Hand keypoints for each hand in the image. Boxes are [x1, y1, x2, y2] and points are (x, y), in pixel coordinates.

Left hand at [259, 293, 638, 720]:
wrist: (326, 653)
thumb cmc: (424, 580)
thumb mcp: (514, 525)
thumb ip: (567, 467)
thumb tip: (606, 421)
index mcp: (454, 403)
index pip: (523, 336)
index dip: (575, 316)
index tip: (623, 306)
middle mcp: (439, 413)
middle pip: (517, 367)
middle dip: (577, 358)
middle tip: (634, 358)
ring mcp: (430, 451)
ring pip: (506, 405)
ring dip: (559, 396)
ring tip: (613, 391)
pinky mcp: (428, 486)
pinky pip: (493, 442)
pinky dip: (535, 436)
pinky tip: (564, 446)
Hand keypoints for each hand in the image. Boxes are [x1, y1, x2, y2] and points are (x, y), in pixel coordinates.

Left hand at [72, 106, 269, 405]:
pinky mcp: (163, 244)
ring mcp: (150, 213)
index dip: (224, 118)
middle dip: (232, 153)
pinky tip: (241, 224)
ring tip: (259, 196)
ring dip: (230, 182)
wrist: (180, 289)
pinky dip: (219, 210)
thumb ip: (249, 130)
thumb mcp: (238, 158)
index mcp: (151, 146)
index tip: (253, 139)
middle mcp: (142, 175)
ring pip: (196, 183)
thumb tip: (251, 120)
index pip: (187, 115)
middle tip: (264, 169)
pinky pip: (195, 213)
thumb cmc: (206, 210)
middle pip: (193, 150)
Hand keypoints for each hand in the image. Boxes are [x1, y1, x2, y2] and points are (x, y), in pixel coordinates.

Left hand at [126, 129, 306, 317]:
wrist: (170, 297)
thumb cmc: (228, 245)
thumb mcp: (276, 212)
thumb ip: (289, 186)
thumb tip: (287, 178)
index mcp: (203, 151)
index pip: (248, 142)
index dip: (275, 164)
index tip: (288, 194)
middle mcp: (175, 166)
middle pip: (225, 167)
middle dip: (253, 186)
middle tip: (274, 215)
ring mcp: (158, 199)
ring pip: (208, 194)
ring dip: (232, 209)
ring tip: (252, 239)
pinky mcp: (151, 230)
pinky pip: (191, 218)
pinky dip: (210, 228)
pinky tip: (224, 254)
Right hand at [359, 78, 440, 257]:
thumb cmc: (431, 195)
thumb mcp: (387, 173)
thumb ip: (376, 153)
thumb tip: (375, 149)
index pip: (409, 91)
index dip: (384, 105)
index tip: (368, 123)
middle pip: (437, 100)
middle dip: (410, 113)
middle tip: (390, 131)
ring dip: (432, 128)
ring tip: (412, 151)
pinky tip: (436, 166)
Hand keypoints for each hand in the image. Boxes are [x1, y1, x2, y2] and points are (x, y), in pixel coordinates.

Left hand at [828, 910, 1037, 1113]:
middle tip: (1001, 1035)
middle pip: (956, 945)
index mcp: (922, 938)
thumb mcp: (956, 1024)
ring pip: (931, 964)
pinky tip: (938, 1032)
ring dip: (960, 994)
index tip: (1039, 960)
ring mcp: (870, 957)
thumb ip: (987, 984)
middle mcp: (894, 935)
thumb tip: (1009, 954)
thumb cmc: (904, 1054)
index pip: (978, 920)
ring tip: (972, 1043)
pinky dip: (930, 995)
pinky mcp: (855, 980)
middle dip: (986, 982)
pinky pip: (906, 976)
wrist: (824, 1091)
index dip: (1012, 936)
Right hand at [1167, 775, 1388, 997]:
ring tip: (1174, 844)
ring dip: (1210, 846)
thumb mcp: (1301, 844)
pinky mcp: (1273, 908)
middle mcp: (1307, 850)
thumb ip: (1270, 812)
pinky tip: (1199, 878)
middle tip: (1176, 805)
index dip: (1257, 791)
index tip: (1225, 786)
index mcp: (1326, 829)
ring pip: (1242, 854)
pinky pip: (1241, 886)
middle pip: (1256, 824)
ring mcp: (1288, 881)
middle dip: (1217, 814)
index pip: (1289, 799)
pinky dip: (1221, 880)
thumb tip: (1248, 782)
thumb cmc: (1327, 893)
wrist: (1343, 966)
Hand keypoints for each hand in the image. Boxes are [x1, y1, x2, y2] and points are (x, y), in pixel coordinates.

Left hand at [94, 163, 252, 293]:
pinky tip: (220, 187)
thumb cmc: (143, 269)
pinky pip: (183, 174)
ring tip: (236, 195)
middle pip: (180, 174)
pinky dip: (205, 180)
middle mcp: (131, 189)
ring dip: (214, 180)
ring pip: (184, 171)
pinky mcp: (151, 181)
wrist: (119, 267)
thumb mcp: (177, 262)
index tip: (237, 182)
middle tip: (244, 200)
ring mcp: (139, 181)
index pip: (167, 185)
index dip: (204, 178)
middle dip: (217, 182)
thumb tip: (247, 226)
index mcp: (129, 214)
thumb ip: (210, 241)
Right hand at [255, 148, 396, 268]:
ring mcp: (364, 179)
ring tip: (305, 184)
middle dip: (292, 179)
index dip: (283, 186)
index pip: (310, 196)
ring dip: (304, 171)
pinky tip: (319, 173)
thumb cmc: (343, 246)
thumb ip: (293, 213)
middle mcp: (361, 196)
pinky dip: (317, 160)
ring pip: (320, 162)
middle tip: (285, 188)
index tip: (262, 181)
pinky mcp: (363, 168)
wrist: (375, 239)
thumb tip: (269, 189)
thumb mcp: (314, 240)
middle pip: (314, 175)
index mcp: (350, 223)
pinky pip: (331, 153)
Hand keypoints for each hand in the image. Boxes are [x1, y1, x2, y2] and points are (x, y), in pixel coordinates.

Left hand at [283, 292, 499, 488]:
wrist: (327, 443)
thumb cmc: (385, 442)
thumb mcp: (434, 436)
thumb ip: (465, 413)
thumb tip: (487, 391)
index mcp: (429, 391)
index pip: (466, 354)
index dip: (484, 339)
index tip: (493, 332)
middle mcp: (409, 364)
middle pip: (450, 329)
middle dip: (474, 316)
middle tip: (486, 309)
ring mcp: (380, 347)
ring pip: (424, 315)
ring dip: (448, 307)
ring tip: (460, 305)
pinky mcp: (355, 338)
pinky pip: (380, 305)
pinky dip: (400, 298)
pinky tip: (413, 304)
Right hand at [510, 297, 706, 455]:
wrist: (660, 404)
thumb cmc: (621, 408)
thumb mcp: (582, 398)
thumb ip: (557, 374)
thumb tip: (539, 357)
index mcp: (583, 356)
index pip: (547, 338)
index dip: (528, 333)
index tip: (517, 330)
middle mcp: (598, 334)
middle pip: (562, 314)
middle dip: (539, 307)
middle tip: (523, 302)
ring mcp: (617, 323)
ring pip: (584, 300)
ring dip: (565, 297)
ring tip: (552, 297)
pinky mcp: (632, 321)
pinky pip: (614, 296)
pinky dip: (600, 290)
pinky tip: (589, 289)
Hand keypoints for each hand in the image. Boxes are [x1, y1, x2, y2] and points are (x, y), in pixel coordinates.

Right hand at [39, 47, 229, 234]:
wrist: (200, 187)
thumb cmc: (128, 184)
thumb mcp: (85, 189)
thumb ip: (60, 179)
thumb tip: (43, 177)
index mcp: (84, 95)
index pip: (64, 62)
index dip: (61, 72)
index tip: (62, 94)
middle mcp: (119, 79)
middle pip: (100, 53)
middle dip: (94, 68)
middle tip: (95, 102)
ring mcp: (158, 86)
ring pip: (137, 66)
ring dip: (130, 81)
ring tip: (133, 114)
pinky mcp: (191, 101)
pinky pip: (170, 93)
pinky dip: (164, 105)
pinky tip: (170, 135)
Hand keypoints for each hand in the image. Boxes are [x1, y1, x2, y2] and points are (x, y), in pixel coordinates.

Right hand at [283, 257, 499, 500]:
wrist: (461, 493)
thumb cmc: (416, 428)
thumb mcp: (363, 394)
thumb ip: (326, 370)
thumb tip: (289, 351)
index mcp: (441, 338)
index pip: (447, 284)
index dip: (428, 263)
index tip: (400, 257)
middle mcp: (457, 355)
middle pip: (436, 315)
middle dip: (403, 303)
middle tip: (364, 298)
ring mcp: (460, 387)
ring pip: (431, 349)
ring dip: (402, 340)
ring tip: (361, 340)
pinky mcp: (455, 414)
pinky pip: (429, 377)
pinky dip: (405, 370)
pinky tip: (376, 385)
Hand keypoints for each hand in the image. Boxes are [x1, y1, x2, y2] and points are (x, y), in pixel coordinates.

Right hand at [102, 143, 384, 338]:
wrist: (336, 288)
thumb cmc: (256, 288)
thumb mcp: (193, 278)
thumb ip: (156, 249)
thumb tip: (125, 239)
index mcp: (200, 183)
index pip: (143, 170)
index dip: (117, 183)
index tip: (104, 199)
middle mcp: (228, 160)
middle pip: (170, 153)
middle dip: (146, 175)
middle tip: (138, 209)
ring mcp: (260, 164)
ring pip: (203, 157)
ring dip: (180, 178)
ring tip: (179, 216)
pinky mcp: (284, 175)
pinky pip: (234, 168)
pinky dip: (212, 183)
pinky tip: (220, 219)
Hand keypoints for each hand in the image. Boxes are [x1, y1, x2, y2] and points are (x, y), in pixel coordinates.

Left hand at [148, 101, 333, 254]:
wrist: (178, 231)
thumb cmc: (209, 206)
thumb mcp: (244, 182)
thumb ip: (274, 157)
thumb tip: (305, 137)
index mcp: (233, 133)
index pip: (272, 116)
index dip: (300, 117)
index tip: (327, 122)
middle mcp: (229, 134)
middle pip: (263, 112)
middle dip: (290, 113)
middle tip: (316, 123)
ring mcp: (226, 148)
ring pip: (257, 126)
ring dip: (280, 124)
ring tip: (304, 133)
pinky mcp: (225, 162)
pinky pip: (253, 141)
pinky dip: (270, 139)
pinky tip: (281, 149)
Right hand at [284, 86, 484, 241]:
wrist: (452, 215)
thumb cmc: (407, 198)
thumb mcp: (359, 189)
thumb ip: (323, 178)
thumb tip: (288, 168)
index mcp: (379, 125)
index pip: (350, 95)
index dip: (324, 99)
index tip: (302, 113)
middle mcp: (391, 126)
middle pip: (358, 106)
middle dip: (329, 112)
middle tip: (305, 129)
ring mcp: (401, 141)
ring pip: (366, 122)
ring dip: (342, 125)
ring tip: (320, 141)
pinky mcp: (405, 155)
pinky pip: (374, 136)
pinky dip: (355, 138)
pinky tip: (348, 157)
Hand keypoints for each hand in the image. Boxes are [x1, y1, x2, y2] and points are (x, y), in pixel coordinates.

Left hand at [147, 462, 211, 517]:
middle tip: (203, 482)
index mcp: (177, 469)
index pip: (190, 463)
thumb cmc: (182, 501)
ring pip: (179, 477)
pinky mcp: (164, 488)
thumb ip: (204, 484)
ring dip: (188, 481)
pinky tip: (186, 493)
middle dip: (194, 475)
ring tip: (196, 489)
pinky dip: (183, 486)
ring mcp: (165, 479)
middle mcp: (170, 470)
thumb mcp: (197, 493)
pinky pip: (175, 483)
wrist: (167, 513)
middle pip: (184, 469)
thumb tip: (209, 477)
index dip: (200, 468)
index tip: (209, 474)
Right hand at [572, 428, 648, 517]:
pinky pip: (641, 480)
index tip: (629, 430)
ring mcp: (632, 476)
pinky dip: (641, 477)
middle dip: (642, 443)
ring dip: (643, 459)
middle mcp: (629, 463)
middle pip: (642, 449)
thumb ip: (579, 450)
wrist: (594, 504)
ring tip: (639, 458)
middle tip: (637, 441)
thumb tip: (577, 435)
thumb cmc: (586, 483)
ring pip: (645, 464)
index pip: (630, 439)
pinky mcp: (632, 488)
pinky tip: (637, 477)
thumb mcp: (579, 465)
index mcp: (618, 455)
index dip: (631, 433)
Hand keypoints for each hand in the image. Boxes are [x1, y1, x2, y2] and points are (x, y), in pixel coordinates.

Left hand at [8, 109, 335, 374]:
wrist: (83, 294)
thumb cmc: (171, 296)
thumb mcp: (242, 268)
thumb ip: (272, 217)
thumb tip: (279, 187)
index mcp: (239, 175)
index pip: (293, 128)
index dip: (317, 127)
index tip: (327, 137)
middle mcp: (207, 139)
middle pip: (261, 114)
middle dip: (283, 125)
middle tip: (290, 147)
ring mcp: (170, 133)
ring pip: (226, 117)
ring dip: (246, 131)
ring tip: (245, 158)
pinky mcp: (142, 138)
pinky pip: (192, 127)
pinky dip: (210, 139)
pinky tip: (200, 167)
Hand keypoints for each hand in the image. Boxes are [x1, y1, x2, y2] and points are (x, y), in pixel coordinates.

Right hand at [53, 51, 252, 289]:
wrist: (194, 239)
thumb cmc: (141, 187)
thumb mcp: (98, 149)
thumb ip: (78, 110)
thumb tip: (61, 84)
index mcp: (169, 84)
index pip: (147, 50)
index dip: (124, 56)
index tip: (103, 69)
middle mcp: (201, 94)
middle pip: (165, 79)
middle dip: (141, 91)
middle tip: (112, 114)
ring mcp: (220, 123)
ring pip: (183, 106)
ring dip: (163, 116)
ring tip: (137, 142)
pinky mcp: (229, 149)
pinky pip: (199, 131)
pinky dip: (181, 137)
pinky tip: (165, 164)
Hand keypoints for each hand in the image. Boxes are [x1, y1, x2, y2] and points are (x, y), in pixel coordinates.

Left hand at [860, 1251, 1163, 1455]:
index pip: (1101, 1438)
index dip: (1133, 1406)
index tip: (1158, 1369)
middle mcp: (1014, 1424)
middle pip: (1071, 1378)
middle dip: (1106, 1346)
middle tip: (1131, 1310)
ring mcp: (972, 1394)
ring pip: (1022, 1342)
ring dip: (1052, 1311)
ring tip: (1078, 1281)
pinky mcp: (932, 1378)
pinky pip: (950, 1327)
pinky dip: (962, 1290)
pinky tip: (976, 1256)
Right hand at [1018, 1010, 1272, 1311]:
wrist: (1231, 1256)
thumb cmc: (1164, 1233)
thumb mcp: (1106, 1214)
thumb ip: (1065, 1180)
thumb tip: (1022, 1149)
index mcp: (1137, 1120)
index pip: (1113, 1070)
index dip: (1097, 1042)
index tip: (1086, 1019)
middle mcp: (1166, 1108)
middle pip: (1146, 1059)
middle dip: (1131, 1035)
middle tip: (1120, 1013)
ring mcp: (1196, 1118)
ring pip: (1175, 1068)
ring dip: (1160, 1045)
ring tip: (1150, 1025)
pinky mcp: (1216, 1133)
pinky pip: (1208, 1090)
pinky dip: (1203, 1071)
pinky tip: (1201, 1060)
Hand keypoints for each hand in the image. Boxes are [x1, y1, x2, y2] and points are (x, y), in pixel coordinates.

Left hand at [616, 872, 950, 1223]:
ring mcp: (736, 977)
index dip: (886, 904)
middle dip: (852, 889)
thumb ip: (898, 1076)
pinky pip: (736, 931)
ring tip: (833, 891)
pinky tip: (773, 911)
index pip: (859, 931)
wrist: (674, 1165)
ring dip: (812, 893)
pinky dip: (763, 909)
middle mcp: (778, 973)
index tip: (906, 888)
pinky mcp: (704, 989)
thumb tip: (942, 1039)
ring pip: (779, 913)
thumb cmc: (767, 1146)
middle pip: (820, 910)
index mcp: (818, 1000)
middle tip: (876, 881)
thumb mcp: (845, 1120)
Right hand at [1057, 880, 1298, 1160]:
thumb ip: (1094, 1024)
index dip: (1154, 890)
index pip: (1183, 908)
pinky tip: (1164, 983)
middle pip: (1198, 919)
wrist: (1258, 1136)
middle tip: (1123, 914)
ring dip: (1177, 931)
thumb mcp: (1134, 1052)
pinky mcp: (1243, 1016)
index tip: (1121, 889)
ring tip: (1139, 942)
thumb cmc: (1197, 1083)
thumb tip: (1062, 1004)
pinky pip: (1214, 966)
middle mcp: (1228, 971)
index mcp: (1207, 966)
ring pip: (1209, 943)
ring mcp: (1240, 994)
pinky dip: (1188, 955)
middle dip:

DIRECTIONS FOR THIS TASK: From the records above, copy only the lines starting with the line that holds "pinky tip: (319, 173)" and going on through the line that holds "index tip: (517, 330)", exactly as written.

RESPONSE FOR THIS EXERCISE:
pinky tip: (319, 173)
thumb cmc: (343, 246)
thumb ip: (293, 213)
middle mcp: (361, 196)
pinky dip: (317, 160)
ring pip: (320, 162)
middle tip: (285, 188)
index tip: (262, 181)
pinky mcp: (363, 168)
wrist: (375, 239)
thumb tip: (269, 189)
thumb mcp: (314, 240)
middle pip: (314, 175)
index mcp: (350, 223)
pinky pip: (331, 153)
Hand keypoints for each hand in the image. Boxes are [x1, y1, x2, y2] and points are (x, y), in pixel coordinates.

Left hand at [283, 292, 499, 488]:
wrist: (327, 443)
thumb cmc: (385, 442)
thumb mcp: (434, 436)
thumb ip: (465, 413)
thumb tip: (487, 391)
index mcp: (429, 391)
index pip: (466, 354)
index dip: (484, 339)
index tip: (493, 332)
middle mcp: (409, 364)
middle pip: (450, 329)
middle dip: (474, 316)
middle tip: (486, 309)
ring mcp: (380, 347)
ring pip: (424, 315)
ring dip: (448, 307)
ring tip: (460, 305)
pinky mcp: (355, 338)
pinky pip: (380, 305)
pinky dip: (400, 298)
pinky tip: (413, 304)
Right hand at [510, 297, 706, 455]:
wrist: (660, 404)
thumb cmc: (621, 408)
thumb mcp: (582, 398)
thumb ip: (557, 374)
thumb tip: (539, 357)
index mcp: (583, 356)
index pip: (547, 338)
index dip: (528, 333)
index tip: (517, 330)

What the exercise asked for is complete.